Based loosely on real life events, the story itself is less unfamiliar, one of betrayal of the hero and his nation. Bánk returns from battle to learn that that the queen, Gertrud of Merano, has not only impoverished and humiliated its people but has abetted her brother’s efforts to seduce, and ultimately rape Melinda, Bánk’s virtuous wife. Bánk kills the queen, after which another Hungarian nobleman is mistakenly executed for the deed. Bánk confronts King Endre, now returned from the battlefield, to defiantly confess his crime and the reasons for it, thereby signing his own death warrant. But his actual punishment is far greater, the death of his wife and son after Melinda, in a fit of madness, rushes into the raging River Tisza, dragging their child with her.

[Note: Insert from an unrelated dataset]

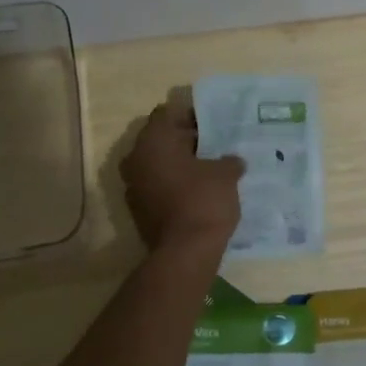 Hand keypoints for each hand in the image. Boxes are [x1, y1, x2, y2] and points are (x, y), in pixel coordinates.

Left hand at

Erkel's opera premiered in 1881, after Hungary had achieved near-equal status with Austria in the Austro-Hungarian dual monarchy. But it was composed during the final years of the preceding centuries of sometimes oppressive Austrian dominance. It remained deeply entrenched in the Magyar national conscience then, as well as now, with the resulting value placed on independence now exploited by nationalist Prime Minister Viktor Orbán to darkly warn that too close an alignment with European Union values present a danger to Hungary’s.

András Palerdi (Endre II)
© János Kummer | Hungarian State Opera

Politics aside, the performance at the Erkel Theater was a mixture of some shadow, but mostly light. Applause, first of all, for the Hungarian State Opera Orchestra and Chorus. The orchestra occasionally overpowered the principals, particularly in the first act, but this was less conductor Ádám Medveczky’s sin than that of some of the singers, who suffered projection problems once they moved away from the front of the stage. Medveczky’s conducting was virile or melancholy, lyric or proud, as dictated by the score, and his musicians rose to the occasion. Ditto for the chorus, whether at a musical whisper or full-throated crescendo.

István Kovácsházi was a convincing Bánk in both voice and acting. As Melinda, Orsolya Hajnalka Rőser impressed with her high-pitched coloratura theatrics in her prolonged mad scene. Also good were Mihály Kálmándy as Tiborc, Bánk’s peasant ally, András Palerdi as Endre II, and Antal Cseh as the lurking Biberach, who is to Bánk as Iago is to Othello.

Mihály Kálmándy (Tiborc) and Orsolya Hajnalka Rőse (Melinda)
© János Kummer | Hungarian State Opera

Erika Gál’s Gertrud projected a splendid dramatic presence as the ice queen with nothing but contempt for the folk she rules. But she had difficulties making herself heard above the orchestra and in ensemble in all but her highest registers. The singing of Zoltán Kelemen (Petur bán) lacked lustre. As Otto, Gertrud’s lecherous brother, Gergely Boncsér was more often seen than heard, his tenor too light to make much of an impression. The best that can be said for the set (Olekszander Bilozub) and direction (Attila Vidnyánszky) is that both were unobtrusive, except for the two instances where Bánk, on one knee contemplates a skull... Bánk, meet Hamlet.